A la différence des études du “what works ?”, qui analysent les facteurs de risque de récidive et la manière dont le suivi ou le « traitement » parvient à les réduire, le courant de la « désistance » étudie les facteurs de sortie de délinquance, à savoir ce qui amène, même des délinquants « d’habitude » ou multi-récidivistes, à s’en détourner. « Les résultats démontrent que renoncer à une vie déviante n’est pas le résultat d’une décision unique et isolée, mais d’un processus de changement, caractérisé par des vacillations, des ambivalences et des rechutes temporaires mais de moins en moins fréquentes et graves1. » Les quatre principaux facteurs de sortie de délinquance s’avèrent liés à l’âge, aux événements de vie positifs (rencontre amoureuse, naissance d’un enfant, obtention d’un emploi…), au renforcement du « capital humain » (développement de capacités de communication, de gestion des émotions…), et au « capital social » (intégration dans des relations et réseaux sociaux non délinquants, permettant à la personne de développer des compétences personnelles et sa «responsabilité à l’égard des générations futures »…).
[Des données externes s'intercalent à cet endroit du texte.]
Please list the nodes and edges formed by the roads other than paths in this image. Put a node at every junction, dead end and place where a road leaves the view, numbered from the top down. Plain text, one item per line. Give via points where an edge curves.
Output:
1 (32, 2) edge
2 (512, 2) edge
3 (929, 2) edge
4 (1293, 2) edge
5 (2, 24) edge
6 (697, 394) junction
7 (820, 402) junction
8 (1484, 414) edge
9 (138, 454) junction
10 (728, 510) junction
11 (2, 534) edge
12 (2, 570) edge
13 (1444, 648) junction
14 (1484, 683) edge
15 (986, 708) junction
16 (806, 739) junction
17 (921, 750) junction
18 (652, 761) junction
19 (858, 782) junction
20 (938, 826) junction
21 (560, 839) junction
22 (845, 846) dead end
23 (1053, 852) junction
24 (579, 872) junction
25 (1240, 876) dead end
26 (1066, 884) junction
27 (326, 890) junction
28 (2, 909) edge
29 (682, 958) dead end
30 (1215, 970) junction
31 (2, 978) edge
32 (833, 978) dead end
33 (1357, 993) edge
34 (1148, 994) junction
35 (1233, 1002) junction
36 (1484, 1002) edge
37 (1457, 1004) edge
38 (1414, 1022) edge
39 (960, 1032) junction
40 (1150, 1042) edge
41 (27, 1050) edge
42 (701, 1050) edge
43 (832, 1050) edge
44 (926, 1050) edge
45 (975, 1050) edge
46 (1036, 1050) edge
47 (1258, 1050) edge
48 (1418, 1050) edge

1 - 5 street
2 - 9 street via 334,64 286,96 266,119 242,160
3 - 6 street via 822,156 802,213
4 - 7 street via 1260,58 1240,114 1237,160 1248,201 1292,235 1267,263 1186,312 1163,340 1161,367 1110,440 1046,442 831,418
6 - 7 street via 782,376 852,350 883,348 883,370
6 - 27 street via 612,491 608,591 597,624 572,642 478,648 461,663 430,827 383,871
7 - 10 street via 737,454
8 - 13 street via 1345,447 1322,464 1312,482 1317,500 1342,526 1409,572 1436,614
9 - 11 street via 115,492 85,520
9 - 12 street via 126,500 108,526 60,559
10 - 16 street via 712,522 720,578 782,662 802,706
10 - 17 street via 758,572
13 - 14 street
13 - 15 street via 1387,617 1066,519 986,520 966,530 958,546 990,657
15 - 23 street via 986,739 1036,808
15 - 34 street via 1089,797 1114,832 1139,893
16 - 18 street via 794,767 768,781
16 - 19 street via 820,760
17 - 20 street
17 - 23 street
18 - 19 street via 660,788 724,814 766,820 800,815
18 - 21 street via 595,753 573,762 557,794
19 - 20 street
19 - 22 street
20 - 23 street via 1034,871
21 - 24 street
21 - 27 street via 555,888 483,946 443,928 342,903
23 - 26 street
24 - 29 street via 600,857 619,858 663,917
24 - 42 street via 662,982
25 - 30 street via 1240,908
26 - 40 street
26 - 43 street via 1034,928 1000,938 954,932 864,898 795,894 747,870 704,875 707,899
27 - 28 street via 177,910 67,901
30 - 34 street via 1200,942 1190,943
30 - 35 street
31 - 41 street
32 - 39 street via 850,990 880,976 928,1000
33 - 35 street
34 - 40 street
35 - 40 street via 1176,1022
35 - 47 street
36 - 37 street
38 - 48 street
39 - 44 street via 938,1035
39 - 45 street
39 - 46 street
De ces différentes recherches émanent, depuis quelques années, de nouvelles méthodes d’accompagnement des auteurs d’infraction placés sous probation (en milieu ouvert). Elles peuvent intégrer à la fois un travail motivationnel (entretiens « motivationnels » visant à aider la personne à trouver et renforcer sa propre motivation au changement), un travail sur le « capital humain » (enseignement de techniques aidant les personnes à mieux gérer leurs émotions, à repérer et répondre à leurs besoins autrement que par la délinquance…), et un travail sur le « capital social » (travail d’activation des réseaux favorisant une insertion sociale et le développement de relations non délinquantes). Les principaux auteurs du courant de recherche de la désistance sont Steve Farrel, Shadd Maruna et Fergus Mc Neill.

1. Sonja Snacken, présidente du Conseil de coopération pénologique du Conseil de l’Europe, Actes du colloque « L’exécution des décisions en matière pénale en Europe, du visible à l’invisible », Ministère Justice/DAP, décembre 2008.